IA et conception PCB : ce que révèle (vraiment) l’enquête Weidmuller 2025-2026

91 % des ingénieurs utilisent l’IA dans leur flux de conception PCB. Le chiffre a fait le tour des médias techniques en 2026. Mais que cache cette statistique choc ? Entre promesses marketing, lacunes méthodologiques et réalités du terrain, plongeons dans l’enquête Weidmuller pour comprendre ce que l’IA apporte – et ne peut pas encore apporter – aux concepteurs de cartes électroniques. Un décryptage indispensable pour tout utilisateur de KiCad qui s’interroge sur l’avenir de son métier.


91 % des ingénieurs utilisent l’IA en PCB : mythe ou réalité ?

C’est le chiffre qui a mis le feu aux poudres : selon le PCB Design Tools and Component Selection Survey publié par Weidmuller en 2026, 91 % des ingénieurs nord-américains interrogés déclarent avoir utilisé des outils basés sur l’intelligence artificielle dans leur flux de conception de circuits imprimés.

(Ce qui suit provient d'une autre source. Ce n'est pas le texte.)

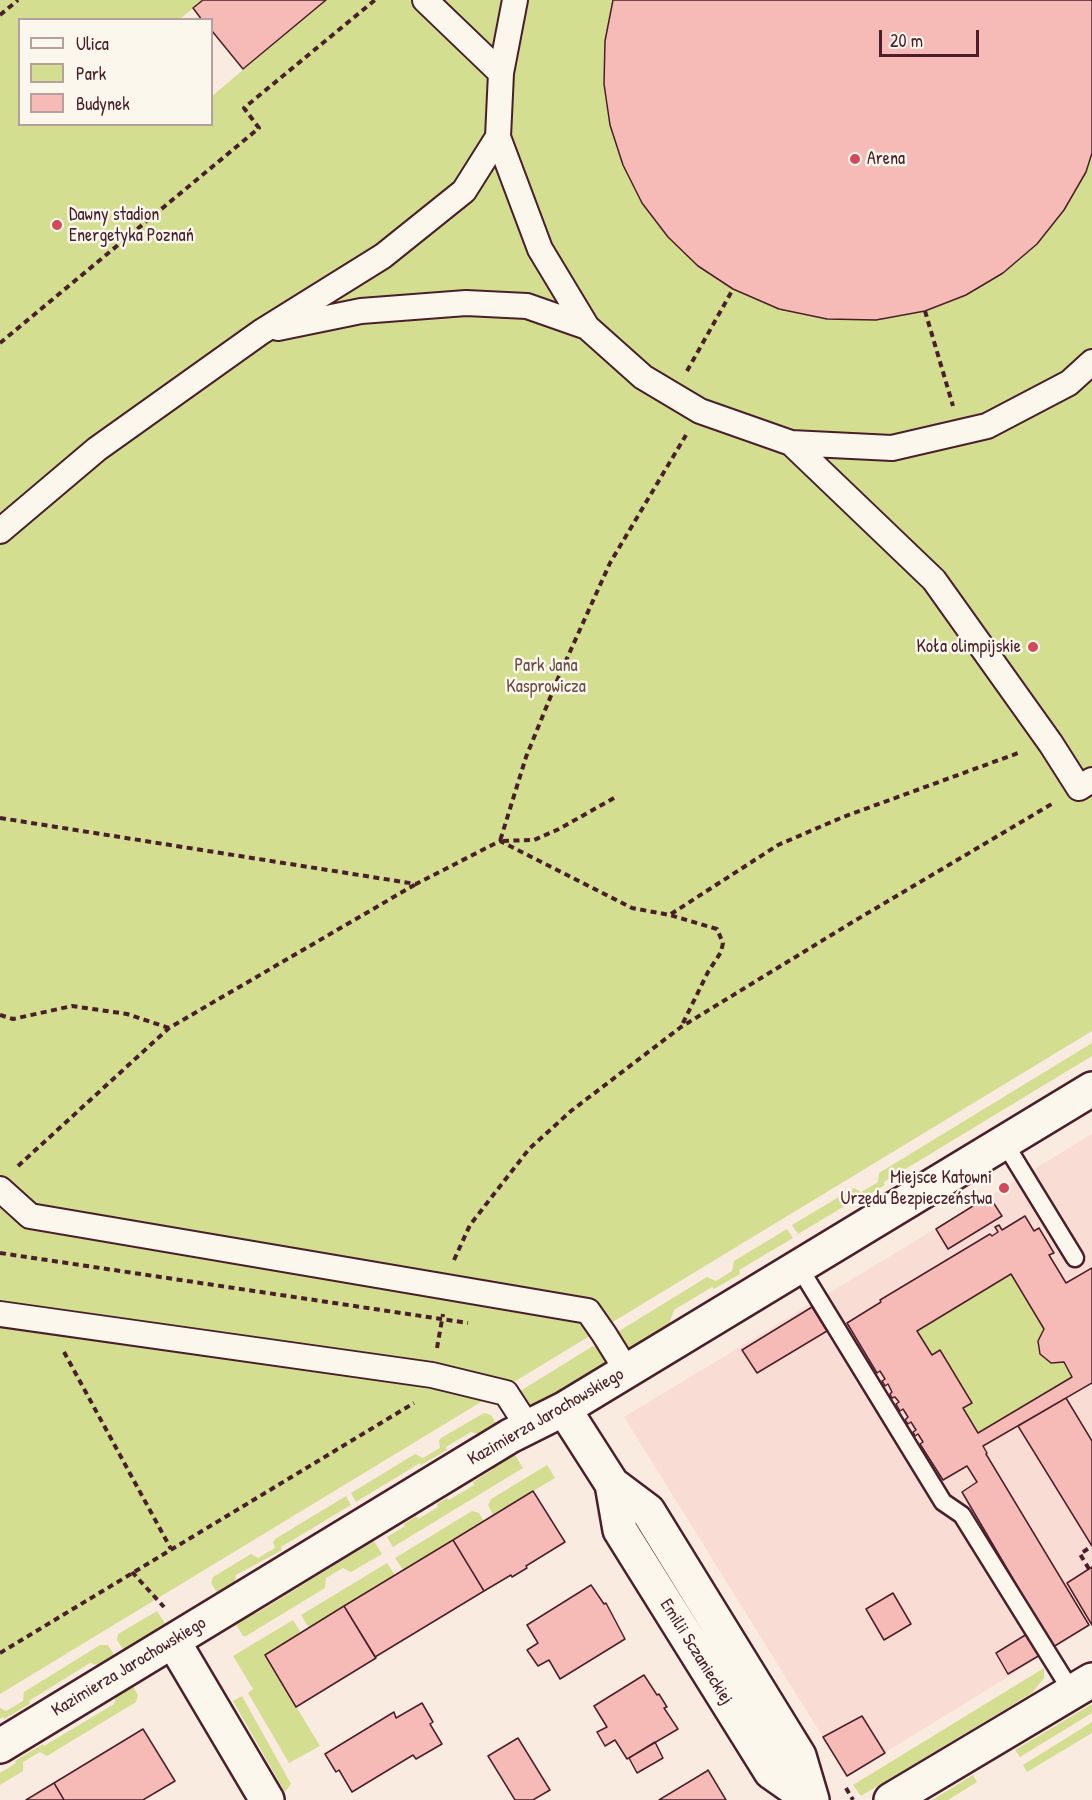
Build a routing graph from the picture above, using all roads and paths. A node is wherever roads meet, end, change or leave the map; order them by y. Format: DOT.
graph roads {
  1 [pos="18,0"];
  2 [pos="375,0"];
  3 [pos="425,0"];
  4 [pos="515,0"];
  5 [pos="0,15"];
  6 [pos="501,73"];
  7 [pos="498,137"];
  8 [pos="733,289"];
  9 [pos="925,311"];
  10 [pos="587,327"];
  11 [pos="261,332"];
  12 [pos="0,343"];
  13 [pos="1092,362"];
  14 [pos="673,395"];
  15 [pos="700,411"];
  16 [pos="961,433"];
  17 [pos="791,443"];
  18 [pos="0,531"];
  19 [pos="1051,744"];
  20 [pos="1086,784"];
  21 [pos="614,798"];
  22 [pos="0,818"];
  23 [pos="500,841"];
  24 [pos="416,884"];
  25 [pos="670,915"];
  26 [pos="0,1015"];
  27 [pos="681,1027"];
  28 [pos="169,1029"];
  29 [pos="1092,1089"];
  30 [pos="1004,1142"];
  31 [pos="17,1167"];
  32 [pos="0,1189"];
  33 [pos="0,1252"];
  34 [pos="1075,1258"];
  35 [pos="799,1267"];
  36 [pos="445,1288"];
  37 [pos="0,1314"];
  38 [pos="46,1320"];
  39 [pos="442,1320"];
  40 [pos="477,1324"];
  41 [pos="627,1371"];
  42 [pos="441,1378"];
  43 [pos="564,1409"];
  44 [pos="528,1427"];
  45 [pos="1092,1546"];
  46 [pos="171,1549"];
  47 [pos="1089,1569"];
  48 [pos="132,1572"];
  49 [pos="161,1602"];
  50 [pos="173,1641"];
  51 [pos="0,1653"];
  52 [pos="1082,1686"];
  53 [pos="0,1746"];
  54 [pos="842,1781"];
  55 [pos="267,1800"];
  56 [pos="812,1800"];
  57 [pos="853,1800"];
  58 [pos="891,1800"];
  1 -- 5 [label="path"];
  2 -- 12 [label="path"];
  3 -- 6 [label="street"];
  4 -- 6 [label="street"];
  6 -- 7 [label="street"];
  7 -- 10 [label="street"];
  7 -- 11 [label="street"];
  8 -- 14 [label="path"];
  9 -- 16 [label="path"];
  10 -- 11 [label="street"];
  10 -- 14 [label="street"];
  11 -- 18 [label="street"];
  13 -- 16 [label="street"];
  14 -- 15 [label="street"];
  15 -- 17 [label="street"];
  15 -- 23 [label="path"];
  16 -- 17 [label="street"];
  17 -- 19 [label="street"];
  19 -- 20 [label="street"];
  19 -- 25 [label="path"];
  20 -- 27 [label="path"];
  21 -- 23 [label="path"];
  22 -- 24 [label="path"];
  23 -- 24 [label="path"];
  23 -- 25 [label="path"];
  24 -- 28 [label="path"];
  25 -- 27 [label="path"];
  26 -- 28 [label="path"];
  27 -- 36 [label="path"];
  28 -- 31 [label="path"];
  29 -- 30 [label="street, Kazimierza Jarochowskiego"];
  30 -- 34 [label="lane"];
  30 -- 35 [label="street, Kazimierza Jarochowskiego"];
  32 -- 36 [label="street"];
  33 -- 39 [label="path"];
  35 -- 41 [label="street, Kazimierza Jarochowskiego"];
  35 -- 52 [label="lane"];
  36 -- 39 [label="path"];
  36 -- 41 [label="street"];
  37 -- 38 [label="street"];
  38 -- 42 [label="street"];
  38 -- 46 [label="path"];
  39 -- 40 [label="path"];
  39 -- 42 [label="path"];
  41 -- 43 [label="street, Kazimierza Jarochowskiego"];
  42 -- 44 [label="street"];
  42 -- 46 [label="path"];
  43 -- 44 [label="street, Kazimierza Jarochowskiego"];
  43 -- 56 [label="street, Emilii Sczanieckiej"];
  44 -- 50 [label="street, Kazimierza Jarochowskiego"];
  45 -- 47 [label="path"];
  46 -- 48 [label="path"];
  48 -- 49 [label="path"];
  48 -- 51 [label="path"];
  50 -- 53 [label="street, Kazimierza Jarochowskiego"];
  50 -- 55 [label="street"];
  52 -- 58 [label="street"];
  54 -- 57 [label="path"];
}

Un taux d’adoption qui ferait pâlir n’importe quel secteur technologique. Mais avant de crier au loup ou au sauveur, posons-nous la question qui fâche : que signifie exactement « utiliser l’IA » ?

L’enquête, commanditée par le fabricant de connecteurs Weidmuller, a été menée auprès de 400 ingénieurs en Amérique du Nord. Le communiqué de presse, relayé par Automation World, ne précise ni la méthode de sondage (en ligne ? téléphone ? panel propriétaire ?), ni le profil exact des répondants (fonction, secteur, taille d’entreprise, années d’expérience). On ignore même si l’échantillon est représentatif de la population des concepteurs PCB – un biais de sélection est possible si les répondants étaient déjà familiers avec les outils numériques.

Autre point d’interrogation : la définition d’« outil basé sur l’IA ». Un assistant de routage automatique traditionnel utilisant des heuristiques est-il considéré comme de l’IA ? Un simple correcteur de règles de conception (DRC) basé sur des règles explicites ? Sans une clarification des termes, le chiffre de 91 % reste une coquille vide. Comme le souligne l’absence de vérification indépendante – aucune firme de sondage tierce n’est mentionnée –, il convient de prendre ce résultat avec des pincettes.

Pourtant, la tendance est réelle : l’IA infiltre tous les métiers de l’ingénierie, et la conception PCB n’y échappe pas. Mais pour en mesurer l’impact véritable, il faut regarder au-delà du chiffre choc.


Dans les coulisses du sondage : une méthodologie à décrypter

L’enquête Weidmuller 2026 s’intitule officiellement PCB Design Tools and Component Selection Survey. Elle a été réalisée auprès de 400 ingénieurs en Amérique du Nord. C’est à peu près tout ce que l’on sait de sa méthodologie. Aucune information n’est fournie sur :

Source : automationworld.com
  • La méthode d’échantillonnage (aléatoire, panel de clients Weidmuller, base de données sectorielle ?)
  • Le taux de réponse (combien de personnes contactées ont répondu ?)
  • La période de collecte (quand le sondage a-t-il eu lieu ?)
  • Les questions exactes posées (seuls quelques thèmes généraux sont évoqués)
  • La marge d’erreur ou l’intervalle de confiance
  • Une validation par un tiers indépendant (cabinet d’études, université, publication académique)

Ces lacunes ne signifient pas que les résultats sont faux, mais elles limitent sévèrement leur portée. En l’absence de détails, il est impossible de savoir si les 400 ingénieurs sont représentatifs de la diversité des concepteurs PCB – des petites PME aux grands groupes, de l’aérospatial à l’électronique grand public. Un biais de sélection est d’autant plus probable que Weidmuller, fabricant de connecteurs, a tout intérêt à montrer que le marché évolue vers des outils plus sophistiqués (et donc plus coûteux).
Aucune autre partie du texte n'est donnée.